This data set is a subset of the zebra finch area X dataset j0126 by Jörgen Kornfeld. There are 3 volumes which contain “barrier” labels (union of cell boundaries and extra cellular space) of shape (150,150,150) in (x,y,z) axis order. Correspondingly, there are 3 volumes which contain raw electron microscopy images. Because a CNN can only make predictions within some offset from the input image extent, the size of the image cubes is larger (350,350,250) in order to be able to make predictions (and to train!) for every labelled voxel. The margin in this examples allows to make predictions for the labelled region with a maximal field of view of 201 in x,y and 101 in z.

There is a difference in the lateral dimensions and in z - direction because this data set is anisotropic: lateral voxels have a spacing of 10 \mu m in contrast to 20 \mu m vertically. Snapshots of images and labels are depicted below.
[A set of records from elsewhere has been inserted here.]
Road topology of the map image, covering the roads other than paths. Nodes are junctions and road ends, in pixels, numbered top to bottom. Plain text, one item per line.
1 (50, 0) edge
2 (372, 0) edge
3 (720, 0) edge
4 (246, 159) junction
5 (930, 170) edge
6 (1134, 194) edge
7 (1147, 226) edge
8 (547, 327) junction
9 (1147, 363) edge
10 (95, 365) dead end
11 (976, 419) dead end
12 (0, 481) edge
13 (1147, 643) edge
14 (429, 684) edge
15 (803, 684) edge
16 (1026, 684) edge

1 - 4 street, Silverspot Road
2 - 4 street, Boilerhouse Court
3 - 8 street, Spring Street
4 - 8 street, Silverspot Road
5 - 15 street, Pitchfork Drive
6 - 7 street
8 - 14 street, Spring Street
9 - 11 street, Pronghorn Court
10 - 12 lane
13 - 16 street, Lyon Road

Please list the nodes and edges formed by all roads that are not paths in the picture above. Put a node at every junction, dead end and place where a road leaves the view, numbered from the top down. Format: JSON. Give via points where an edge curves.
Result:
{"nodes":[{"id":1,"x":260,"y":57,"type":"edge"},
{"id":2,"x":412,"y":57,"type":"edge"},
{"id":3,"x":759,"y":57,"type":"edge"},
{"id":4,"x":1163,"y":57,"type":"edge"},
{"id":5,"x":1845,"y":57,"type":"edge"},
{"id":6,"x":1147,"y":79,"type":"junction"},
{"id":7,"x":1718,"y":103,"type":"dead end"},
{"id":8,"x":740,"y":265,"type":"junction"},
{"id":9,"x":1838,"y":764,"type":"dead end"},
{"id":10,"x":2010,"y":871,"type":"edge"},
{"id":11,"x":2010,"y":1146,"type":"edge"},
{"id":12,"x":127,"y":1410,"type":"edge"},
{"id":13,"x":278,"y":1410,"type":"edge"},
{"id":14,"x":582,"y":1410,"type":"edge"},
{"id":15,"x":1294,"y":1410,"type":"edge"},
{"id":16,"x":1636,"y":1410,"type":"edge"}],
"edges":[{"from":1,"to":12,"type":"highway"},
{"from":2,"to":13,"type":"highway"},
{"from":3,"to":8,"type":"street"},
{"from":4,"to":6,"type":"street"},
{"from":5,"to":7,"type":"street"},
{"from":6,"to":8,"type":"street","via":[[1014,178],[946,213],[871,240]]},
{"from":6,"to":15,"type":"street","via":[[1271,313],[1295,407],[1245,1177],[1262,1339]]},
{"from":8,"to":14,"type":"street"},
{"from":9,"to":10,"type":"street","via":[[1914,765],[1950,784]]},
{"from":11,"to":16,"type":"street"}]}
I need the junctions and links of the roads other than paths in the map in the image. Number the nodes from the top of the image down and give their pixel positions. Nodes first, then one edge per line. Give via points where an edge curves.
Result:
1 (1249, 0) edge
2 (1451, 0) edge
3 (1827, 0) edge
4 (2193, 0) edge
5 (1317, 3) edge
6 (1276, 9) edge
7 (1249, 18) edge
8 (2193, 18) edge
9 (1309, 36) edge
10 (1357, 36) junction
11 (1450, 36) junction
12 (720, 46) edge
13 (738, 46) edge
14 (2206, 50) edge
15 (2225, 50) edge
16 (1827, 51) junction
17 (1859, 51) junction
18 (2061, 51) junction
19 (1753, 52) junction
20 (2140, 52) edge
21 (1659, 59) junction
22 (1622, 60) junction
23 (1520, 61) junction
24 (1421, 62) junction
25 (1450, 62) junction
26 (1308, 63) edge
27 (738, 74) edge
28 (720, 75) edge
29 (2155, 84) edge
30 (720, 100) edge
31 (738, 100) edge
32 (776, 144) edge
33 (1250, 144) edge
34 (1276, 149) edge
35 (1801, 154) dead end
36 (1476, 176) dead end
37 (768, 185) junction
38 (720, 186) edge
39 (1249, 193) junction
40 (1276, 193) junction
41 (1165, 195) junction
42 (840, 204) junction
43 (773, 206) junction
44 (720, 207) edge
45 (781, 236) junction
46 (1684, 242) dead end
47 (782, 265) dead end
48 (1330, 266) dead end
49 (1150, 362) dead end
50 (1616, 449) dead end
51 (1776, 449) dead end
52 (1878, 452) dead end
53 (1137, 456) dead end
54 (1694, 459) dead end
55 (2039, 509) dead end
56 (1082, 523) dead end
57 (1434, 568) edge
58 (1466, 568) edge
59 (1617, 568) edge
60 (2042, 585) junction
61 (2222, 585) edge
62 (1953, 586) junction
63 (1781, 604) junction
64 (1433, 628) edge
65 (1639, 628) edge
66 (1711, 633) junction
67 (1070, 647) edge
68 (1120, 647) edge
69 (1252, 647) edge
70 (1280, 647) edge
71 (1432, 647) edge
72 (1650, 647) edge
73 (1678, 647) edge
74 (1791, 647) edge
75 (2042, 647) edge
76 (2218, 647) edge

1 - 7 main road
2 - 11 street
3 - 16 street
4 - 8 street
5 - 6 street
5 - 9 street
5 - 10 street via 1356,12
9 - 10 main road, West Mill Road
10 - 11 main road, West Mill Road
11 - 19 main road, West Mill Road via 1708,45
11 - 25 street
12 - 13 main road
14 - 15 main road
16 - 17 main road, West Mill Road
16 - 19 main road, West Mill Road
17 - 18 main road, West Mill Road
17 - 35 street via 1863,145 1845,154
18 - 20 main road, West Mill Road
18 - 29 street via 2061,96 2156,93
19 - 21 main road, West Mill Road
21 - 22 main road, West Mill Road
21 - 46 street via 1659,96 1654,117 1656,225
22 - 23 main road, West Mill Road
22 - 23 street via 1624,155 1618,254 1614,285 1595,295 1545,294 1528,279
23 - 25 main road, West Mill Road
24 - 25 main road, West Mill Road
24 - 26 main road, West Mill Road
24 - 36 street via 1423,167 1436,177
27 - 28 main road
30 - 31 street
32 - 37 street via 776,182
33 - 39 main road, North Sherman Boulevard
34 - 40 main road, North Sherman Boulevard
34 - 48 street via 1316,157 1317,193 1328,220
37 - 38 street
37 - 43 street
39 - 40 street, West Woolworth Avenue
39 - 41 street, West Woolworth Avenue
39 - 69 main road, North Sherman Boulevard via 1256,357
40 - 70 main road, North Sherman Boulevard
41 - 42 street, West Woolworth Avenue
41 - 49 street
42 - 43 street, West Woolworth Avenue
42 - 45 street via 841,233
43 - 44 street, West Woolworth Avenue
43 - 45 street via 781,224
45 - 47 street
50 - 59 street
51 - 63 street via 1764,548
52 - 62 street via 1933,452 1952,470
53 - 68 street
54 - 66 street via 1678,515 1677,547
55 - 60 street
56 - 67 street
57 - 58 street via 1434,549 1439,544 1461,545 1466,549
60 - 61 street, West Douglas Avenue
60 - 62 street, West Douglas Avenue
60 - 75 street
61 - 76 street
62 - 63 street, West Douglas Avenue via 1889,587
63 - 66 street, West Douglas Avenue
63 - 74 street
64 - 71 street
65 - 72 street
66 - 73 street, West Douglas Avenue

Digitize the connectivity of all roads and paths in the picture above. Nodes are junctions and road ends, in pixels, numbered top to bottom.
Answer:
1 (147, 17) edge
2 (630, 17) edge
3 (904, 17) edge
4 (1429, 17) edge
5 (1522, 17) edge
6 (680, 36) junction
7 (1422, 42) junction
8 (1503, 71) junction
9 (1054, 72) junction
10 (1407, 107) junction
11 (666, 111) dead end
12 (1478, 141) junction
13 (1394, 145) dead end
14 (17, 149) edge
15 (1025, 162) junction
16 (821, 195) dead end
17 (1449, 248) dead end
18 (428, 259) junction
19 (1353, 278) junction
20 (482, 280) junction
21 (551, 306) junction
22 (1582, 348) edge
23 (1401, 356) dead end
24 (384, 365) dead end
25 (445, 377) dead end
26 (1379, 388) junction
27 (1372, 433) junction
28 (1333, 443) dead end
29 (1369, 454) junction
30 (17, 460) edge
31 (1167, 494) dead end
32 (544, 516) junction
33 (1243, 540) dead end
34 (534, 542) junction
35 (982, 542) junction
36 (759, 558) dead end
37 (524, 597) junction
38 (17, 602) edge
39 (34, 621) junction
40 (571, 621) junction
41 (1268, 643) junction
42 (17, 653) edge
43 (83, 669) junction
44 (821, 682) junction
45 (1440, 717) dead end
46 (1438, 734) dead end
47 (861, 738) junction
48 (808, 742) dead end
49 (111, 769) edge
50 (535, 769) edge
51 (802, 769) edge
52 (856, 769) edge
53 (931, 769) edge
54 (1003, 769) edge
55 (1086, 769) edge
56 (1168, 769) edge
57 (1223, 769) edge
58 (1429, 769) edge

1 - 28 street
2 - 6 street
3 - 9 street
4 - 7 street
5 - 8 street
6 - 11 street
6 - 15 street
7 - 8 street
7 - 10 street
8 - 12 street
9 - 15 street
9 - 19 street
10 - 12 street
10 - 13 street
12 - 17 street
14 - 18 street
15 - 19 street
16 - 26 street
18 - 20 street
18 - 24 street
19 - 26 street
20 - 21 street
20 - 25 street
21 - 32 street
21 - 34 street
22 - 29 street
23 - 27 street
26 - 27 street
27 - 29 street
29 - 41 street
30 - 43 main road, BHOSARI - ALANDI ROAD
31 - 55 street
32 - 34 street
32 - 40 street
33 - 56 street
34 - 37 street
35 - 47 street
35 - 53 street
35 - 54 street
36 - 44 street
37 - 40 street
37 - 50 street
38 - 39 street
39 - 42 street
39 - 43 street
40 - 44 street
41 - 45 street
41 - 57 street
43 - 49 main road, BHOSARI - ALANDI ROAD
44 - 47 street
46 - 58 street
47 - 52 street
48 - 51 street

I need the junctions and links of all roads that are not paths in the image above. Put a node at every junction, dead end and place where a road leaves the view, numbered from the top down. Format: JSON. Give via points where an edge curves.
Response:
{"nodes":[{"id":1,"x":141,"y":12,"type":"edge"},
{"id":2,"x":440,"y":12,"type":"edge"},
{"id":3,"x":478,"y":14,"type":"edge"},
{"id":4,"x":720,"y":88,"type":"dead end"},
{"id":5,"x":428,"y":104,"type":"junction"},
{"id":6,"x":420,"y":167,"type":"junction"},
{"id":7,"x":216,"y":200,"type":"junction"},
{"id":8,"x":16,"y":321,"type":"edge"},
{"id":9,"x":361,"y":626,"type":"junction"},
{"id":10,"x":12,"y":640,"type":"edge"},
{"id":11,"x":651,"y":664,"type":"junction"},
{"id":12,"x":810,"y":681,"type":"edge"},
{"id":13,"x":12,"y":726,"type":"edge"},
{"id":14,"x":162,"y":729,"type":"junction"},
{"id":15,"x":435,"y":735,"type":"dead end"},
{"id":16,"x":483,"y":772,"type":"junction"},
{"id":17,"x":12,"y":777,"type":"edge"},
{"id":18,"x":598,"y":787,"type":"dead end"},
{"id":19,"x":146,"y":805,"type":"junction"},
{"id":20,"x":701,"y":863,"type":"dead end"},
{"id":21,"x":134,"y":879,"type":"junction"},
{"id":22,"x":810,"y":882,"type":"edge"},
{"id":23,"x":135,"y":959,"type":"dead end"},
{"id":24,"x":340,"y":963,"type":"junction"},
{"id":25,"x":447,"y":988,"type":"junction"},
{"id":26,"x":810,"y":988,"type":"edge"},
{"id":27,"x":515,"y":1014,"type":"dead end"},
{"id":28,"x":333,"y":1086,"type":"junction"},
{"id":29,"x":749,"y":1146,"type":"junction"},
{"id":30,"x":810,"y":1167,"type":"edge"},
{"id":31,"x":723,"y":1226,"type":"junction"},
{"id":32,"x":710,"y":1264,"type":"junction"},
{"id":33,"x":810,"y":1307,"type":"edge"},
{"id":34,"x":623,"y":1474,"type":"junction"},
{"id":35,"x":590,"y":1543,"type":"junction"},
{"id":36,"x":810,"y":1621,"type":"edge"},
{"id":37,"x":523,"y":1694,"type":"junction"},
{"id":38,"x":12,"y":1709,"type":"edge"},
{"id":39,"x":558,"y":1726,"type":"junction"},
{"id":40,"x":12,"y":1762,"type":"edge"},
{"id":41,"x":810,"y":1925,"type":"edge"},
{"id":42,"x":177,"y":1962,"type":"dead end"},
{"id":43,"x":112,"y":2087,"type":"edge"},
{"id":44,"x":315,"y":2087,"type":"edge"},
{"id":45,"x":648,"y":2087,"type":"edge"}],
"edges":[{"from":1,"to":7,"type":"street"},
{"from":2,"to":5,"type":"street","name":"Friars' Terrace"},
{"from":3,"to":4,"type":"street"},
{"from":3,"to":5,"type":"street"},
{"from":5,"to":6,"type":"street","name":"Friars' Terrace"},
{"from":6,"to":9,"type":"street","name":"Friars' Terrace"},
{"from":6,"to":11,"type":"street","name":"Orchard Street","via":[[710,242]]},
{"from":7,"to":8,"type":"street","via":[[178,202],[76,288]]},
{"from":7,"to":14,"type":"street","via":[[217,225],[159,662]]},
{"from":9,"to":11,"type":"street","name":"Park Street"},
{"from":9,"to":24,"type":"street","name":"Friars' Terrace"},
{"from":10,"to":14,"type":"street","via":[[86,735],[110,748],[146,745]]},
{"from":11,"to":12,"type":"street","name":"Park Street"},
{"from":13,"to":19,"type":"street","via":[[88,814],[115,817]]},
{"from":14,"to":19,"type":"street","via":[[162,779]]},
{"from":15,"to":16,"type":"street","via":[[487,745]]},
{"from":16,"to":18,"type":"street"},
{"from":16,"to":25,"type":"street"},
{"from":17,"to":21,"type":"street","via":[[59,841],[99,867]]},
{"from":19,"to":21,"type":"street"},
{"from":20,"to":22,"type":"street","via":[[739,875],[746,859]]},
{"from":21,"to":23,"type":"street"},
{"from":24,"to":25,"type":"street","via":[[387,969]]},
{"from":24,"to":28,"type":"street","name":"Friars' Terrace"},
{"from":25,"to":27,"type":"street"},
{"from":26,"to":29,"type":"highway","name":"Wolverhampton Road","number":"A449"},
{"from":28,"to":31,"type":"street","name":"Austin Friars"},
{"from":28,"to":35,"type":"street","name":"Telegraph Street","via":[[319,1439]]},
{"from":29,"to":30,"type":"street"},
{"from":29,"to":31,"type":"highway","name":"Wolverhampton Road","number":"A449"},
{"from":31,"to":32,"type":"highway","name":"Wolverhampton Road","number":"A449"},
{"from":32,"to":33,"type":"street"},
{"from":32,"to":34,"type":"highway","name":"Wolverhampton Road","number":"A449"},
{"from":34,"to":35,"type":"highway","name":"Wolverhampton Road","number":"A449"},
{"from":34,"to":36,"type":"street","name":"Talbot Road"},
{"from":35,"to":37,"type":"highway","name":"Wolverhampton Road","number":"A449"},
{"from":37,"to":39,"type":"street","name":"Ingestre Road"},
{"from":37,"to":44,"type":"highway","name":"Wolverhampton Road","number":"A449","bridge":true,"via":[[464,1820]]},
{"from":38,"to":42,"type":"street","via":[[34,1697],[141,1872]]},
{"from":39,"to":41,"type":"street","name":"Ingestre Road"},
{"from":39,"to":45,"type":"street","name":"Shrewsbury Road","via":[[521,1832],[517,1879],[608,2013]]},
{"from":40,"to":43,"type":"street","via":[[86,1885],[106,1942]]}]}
During training, the pipeline cuts image and target patches from the loaded data cubes at randomly sampled locations and feeds them to the CNN. Therefore the CNN input size should be smaller than the size of the cubes, to leave enough space to cut from many different positions. Otherwise it will always use the same patch (more or less) and soon over-fit to that one.

Note

Implementation details: When the cubes are read into the pipeline, it is implicitly assumed that the smaller label cube is spatially centered w.r.t the larger image cube (hence the size surplus of the image cube must be even). Furthermore, the cubes are for performance reasons internally axis swapped to (z, (ch,) x, y) order, zero-padded to the same size and cropped such that only the area in which labels and images are both available after considering the CNN offset. If labels cannot be effectively used for training (because either the image surplus is too small or your FOV is too large) a note will be printed.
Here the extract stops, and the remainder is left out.